QUESTION: I have just signed a contract to buy a new house and now I must select a Lender and a Settlement Attorney. My agent suggests that I go to a lender and title company that are “affiliated” with the real estate agents company. I am not sure if I will get the best deal if I go to one of these affiliated companies and also whether those companies are the best ones out there. Shouldn’t I shop around for the best service, experience and best prices or should I just go with the affiliated companies?
ANSWER: The easy answer is that of course, you should definitely shop around for the company that is the most experienced, excels in customer service and also has fair and reasonable prices. Buying a house is probably the single largest purchase you will ever make. Perhaps the most important factors in selecting a settlement attorney (and for that matter, a lender) are how experienced is the settlement attorney, what is their reputation in the real estate community, are their fees fair and reasonable, and are they diligent in taking and returning phone calls.
That having been said, some real estate companies have formed joint ventures or affiliated business arrangements wherein the owners or the real estate company have entered into a business relationship with the owners of a title company and/or a lender. This so called “one stop shopping” concept is supposed to make the settlement transaction easier for the buyer, and, in theory, make the transaction a bit cheaper. Quite frankly, the best way to find out of the affiliated company is cheaper is to shop around and speak to three or four title companies and compare fees. While you are talking to the different companies, you will get a sense of their customer service, as well. You should check their websites and marketing materials to get an idea of whether they are experienced attorneys who run the operation, or whether they are simply title clerks who conduct the settlements.
You should understand that under Federal law, it is strictly prohibited for a realtor to receive any fee, kickback or thing of value in exchange for the referral of business to the settlement company. For example, it is illegal for a title clerk or settlement company to pay a real estate agent $100 for every settlement that is referred to the settlement company. Believe it or not, there still exist circumstances where such payments, gifts or other benefits are being made.

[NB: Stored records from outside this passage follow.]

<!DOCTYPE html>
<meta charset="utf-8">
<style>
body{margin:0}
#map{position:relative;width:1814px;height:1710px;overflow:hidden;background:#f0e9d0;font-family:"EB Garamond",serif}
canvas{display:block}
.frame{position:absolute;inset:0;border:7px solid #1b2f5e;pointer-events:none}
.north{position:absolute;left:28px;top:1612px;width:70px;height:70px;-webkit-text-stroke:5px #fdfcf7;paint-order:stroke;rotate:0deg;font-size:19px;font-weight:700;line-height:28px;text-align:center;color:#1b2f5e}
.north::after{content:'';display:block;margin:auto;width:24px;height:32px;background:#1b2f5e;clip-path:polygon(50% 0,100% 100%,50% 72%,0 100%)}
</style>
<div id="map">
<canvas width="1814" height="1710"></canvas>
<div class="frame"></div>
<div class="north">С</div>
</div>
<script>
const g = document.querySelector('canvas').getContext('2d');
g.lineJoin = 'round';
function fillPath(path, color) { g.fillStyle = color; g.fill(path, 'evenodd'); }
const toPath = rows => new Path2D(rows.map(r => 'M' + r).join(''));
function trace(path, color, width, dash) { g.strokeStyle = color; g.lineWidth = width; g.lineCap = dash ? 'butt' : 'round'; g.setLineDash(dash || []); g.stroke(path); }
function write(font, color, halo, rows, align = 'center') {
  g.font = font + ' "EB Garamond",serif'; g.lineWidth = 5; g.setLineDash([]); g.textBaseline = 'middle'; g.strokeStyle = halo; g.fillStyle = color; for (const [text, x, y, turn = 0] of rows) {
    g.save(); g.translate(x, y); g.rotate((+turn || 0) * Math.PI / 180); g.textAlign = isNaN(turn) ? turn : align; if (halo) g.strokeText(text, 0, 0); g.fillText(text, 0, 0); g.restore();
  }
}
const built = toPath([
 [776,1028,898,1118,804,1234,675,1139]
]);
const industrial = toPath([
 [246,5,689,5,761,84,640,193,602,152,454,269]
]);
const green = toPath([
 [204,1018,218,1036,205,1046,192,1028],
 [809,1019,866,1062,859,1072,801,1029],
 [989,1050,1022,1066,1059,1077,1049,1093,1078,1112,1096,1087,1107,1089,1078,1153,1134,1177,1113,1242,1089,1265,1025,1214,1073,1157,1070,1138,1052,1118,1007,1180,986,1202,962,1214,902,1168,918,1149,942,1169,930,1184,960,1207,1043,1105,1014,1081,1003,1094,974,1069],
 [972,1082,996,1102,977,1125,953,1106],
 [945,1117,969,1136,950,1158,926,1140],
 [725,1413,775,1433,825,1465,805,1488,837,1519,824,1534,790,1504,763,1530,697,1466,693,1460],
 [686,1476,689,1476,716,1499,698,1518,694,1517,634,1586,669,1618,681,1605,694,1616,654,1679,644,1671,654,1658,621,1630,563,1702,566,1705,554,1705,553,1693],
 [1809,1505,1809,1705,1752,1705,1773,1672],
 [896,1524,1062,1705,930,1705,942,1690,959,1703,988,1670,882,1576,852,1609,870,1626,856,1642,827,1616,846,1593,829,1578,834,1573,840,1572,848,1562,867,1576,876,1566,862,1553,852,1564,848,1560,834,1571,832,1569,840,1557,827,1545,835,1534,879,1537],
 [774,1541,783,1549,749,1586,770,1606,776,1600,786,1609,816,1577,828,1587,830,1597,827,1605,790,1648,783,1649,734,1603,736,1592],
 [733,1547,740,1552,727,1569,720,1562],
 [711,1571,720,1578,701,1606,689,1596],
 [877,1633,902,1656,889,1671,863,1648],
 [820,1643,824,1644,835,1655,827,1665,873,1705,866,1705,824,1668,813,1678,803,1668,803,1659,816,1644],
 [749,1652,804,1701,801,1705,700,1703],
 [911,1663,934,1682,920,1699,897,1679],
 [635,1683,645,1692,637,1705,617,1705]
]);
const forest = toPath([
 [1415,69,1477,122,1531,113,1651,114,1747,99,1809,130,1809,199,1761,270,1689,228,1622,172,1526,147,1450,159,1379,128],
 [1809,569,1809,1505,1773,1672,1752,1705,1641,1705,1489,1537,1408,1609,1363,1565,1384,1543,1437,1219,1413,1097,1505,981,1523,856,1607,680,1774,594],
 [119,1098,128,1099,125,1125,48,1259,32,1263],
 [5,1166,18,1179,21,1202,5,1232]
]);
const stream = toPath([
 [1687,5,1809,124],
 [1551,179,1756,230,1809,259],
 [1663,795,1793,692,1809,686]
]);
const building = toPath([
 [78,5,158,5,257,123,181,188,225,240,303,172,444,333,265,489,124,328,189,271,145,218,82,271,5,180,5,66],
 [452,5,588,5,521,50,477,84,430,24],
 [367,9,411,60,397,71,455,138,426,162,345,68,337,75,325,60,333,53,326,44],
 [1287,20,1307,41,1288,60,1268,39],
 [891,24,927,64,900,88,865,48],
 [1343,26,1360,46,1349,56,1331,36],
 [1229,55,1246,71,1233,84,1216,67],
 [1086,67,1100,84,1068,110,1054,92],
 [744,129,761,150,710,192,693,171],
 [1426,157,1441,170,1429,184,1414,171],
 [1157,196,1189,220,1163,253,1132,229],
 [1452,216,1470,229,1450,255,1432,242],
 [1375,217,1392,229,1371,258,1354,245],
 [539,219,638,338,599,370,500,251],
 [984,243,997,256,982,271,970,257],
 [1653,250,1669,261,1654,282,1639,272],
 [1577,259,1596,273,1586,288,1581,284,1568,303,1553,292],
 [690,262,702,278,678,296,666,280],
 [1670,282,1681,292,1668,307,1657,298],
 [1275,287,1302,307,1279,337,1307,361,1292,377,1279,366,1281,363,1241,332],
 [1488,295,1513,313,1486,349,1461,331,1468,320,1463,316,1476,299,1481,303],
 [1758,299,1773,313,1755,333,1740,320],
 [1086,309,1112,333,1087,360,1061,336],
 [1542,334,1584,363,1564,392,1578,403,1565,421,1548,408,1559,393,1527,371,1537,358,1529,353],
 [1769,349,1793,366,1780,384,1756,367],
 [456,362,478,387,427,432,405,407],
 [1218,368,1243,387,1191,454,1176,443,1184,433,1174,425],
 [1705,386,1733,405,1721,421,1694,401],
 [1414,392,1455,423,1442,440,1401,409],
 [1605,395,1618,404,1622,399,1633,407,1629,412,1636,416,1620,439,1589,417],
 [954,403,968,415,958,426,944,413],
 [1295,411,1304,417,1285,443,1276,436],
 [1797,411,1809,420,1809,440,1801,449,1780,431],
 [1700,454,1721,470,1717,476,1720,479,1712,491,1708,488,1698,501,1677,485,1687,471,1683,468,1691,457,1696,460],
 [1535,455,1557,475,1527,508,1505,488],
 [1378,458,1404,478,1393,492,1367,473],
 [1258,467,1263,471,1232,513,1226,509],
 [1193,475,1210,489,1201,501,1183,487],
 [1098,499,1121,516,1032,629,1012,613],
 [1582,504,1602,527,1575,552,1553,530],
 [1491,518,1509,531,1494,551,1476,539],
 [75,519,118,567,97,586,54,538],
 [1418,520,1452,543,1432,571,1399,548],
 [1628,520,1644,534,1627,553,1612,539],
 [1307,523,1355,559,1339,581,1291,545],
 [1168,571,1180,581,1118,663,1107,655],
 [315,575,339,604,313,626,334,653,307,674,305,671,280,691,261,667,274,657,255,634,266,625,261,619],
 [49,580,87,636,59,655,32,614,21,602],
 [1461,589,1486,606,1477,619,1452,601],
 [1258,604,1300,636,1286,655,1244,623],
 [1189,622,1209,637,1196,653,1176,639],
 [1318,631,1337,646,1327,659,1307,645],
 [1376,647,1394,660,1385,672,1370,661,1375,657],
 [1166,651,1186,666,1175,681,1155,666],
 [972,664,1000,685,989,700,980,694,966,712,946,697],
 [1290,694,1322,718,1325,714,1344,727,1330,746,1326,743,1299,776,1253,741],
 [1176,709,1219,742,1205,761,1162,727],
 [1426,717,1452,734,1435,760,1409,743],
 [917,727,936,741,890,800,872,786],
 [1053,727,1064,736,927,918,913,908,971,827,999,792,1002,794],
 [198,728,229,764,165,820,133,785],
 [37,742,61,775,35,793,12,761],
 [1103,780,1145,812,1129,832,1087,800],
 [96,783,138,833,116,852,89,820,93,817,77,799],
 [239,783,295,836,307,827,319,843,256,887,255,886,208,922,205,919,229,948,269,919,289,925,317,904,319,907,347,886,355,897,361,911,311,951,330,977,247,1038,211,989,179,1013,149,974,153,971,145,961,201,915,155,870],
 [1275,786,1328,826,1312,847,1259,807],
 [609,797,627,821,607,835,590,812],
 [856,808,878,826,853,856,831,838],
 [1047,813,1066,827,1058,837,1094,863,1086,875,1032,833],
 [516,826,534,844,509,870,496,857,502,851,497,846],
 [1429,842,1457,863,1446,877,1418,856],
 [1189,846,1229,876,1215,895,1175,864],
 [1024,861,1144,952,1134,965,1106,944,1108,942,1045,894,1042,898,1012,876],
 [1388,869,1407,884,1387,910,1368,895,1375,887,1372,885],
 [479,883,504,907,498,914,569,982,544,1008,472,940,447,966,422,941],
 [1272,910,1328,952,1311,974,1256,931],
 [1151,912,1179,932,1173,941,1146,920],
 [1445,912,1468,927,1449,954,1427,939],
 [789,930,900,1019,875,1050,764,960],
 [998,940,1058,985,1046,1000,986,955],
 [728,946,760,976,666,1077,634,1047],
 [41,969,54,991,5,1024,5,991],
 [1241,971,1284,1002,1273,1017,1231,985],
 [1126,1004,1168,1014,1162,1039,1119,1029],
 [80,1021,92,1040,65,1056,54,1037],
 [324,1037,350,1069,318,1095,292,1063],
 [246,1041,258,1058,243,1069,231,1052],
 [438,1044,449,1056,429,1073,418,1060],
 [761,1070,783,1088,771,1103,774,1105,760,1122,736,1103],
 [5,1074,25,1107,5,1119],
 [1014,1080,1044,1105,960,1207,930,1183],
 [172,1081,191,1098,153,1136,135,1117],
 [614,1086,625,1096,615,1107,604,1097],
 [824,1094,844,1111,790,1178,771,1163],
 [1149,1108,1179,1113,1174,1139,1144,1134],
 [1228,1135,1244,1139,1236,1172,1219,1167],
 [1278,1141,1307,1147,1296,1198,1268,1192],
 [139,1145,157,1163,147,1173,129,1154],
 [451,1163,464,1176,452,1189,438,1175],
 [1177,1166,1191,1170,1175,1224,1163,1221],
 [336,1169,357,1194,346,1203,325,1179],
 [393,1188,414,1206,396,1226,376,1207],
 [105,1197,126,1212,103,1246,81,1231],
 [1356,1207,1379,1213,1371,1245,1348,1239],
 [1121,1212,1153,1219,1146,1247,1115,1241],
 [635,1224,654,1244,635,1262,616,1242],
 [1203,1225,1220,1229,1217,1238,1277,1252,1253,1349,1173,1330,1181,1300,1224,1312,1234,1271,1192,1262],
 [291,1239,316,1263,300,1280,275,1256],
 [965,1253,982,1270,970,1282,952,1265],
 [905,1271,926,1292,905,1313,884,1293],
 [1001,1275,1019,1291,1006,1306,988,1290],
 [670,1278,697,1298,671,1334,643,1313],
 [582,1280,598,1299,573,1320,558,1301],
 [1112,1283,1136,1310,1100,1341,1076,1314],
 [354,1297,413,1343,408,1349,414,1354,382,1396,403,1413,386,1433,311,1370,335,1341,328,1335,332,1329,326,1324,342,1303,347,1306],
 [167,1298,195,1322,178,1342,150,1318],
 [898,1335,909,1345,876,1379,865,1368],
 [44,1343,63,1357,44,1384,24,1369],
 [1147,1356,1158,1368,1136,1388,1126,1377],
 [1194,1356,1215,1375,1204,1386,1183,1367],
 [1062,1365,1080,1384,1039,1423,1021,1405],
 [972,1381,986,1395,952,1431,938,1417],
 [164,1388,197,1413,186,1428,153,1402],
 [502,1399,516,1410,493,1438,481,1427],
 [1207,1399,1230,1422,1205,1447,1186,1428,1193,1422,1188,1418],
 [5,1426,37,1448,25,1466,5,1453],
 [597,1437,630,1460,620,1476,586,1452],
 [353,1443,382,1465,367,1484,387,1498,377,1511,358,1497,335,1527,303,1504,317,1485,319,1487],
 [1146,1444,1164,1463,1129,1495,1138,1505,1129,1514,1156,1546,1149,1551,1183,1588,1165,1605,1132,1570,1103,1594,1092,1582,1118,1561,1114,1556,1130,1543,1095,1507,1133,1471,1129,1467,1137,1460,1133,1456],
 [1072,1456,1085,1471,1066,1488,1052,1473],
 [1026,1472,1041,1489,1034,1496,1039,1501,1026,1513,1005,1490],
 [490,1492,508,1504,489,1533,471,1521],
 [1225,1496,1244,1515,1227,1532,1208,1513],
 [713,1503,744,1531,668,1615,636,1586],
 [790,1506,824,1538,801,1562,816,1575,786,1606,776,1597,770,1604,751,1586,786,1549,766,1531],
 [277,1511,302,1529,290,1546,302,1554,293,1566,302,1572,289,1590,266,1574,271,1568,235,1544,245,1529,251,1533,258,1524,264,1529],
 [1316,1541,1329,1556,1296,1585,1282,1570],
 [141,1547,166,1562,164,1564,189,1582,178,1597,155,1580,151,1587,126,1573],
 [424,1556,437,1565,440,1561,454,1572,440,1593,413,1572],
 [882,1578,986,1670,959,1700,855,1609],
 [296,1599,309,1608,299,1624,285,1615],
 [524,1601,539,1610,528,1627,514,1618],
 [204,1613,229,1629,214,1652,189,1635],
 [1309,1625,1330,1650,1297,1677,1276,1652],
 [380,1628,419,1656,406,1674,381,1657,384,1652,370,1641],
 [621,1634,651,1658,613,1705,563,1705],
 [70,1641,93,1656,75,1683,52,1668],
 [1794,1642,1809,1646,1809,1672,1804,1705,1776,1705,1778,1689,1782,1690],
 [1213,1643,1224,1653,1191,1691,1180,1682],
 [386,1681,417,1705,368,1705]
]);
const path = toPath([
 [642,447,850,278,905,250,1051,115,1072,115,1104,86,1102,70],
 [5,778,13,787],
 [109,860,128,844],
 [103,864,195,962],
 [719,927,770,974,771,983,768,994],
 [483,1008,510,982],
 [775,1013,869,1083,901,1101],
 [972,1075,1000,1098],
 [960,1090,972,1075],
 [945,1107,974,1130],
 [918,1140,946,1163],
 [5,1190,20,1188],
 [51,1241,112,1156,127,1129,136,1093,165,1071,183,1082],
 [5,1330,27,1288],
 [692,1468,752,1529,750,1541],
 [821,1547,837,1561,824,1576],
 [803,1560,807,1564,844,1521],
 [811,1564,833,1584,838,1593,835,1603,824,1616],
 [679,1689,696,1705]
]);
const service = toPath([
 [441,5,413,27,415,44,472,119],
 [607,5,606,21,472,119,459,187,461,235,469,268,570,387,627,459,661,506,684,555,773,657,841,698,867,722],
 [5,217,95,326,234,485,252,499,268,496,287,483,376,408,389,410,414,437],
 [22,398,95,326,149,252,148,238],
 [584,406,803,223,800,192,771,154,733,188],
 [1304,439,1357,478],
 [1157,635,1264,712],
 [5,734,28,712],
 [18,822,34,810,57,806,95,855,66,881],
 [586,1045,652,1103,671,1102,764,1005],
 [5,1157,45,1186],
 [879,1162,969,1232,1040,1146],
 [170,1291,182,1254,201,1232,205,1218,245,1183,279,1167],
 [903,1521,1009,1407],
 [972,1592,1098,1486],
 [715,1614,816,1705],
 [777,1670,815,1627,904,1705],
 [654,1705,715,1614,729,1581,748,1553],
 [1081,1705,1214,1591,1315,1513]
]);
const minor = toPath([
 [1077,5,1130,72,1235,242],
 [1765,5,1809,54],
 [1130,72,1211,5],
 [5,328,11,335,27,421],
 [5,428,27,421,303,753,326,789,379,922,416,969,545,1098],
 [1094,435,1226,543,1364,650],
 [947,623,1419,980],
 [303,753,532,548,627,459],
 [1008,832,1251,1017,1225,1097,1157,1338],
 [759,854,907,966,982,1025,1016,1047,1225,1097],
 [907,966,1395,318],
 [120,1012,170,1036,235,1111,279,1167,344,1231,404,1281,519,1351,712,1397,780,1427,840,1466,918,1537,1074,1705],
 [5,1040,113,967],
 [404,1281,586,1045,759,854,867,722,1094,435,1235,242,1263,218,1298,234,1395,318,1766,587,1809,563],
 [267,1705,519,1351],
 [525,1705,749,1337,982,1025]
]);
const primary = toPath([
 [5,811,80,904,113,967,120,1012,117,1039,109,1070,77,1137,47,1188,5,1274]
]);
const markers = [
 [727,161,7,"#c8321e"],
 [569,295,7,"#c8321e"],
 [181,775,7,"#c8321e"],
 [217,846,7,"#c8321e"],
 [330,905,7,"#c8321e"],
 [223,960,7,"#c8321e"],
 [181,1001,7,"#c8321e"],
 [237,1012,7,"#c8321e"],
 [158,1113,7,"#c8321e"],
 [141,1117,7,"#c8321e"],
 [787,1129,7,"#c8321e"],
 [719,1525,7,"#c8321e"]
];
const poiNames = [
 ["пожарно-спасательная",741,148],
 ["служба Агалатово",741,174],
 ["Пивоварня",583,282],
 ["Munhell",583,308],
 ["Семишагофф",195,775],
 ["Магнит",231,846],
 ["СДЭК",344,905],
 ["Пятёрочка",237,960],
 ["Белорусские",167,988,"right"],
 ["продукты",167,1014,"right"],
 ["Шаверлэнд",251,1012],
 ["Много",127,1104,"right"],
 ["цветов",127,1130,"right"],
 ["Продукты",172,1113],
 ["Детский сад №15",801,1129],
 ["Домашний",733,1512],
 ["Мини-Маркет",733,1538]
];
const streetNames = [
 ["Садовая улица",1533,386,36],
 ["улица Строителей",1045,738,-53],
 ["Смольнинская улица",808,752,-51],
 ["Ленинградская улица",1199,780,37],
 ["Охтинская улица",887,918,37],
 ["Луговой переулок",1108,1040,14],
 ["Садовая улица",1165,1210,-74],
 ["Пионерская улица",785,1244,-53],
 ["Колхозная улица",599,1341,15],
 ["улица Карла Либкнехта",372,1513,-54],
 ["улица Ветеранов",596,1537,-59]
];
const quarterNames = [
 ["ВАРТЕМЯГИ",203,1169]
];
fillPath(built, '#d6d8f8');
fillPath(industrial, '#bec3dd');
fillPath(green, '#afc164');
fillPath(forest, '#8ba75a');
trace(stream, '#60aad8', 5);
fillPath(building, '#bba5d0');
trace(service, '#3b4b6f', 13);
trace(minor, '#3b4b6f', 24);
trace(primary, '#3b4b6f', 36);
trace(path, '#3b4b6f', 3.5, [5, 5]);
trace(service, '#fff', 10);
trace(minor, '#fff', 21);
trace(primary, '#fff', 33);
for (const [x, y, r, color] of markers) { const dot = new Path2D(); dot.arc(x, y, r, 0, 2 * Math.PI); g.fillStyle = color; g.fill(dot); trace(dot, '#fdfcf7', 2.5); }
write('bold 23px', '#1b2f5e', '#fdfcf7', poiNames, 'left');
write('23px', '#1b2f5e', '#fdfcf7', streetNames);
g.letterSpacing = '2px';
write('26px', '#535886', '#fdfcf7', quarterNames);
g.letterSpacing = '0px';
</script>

The Federal law governing these type of cases, the Real Estate Settlement Procedures Act (RESPA) does allow for affiliated business arrangements. However, the law requires that the purchaser/consumer must be given written notice of this relationship, the purchaser can NOT BE REQUIRED TO USED THE RELATED BUSINESS, and payments between the real estate company and the title company must be based on an actual return on the ownership investment or profits of the entity. In other words, any payments made by the settlement company that vary based on the number of referrals, past or present, would be illegal. All things being equal, owners who refer more settlements should not get more “profits.”
What we are finding in the real estate world is that many of these joint ventures are not set up properly and are, in fact, “sham” business arrangements set up to funnel money from the title company to the realtors company. The Federal government has been policing these relationships carefully and has found many to be legally inadequate to satisfy the rules established in order to avoid illegal kickbacks. Investigators look at the amount of money that each “owner” of the entity has invested, whether the affiliated business entity has its own employees, does the entity have its own separate location so that the public can clearly identify the entity and who is providing the actual settlement services.
What the Federal government often finds is that the affiliated business entity is not a separate business, but rather an existing settlement company that has joined forces with an existing real estate company. Some form of payment is then made to the real estate company in exchange for the settlement referrals. In reality, the real estate company has absolutely no involvement in the running of the title company, and vice versa. Many fines have been issued in recent years as the Department of Housing and Urban Development has increased its enforcement of the anti-kickback laws.
Whether you should work with your real estate agent’s affiliated company, or with a truly independent company is your decision to make. However, to the extent that you can investigate the knowledge, experience, pricing and service of several companies, you will be in a better position to make a decision. Many have argued that having a truly independent attorney conduct your settlement has its advantages over a title clerk who only wants to keep her joint venture partner happy. There may be some truth to that argument. But ultimately, the decision is and should be made by you and you alone.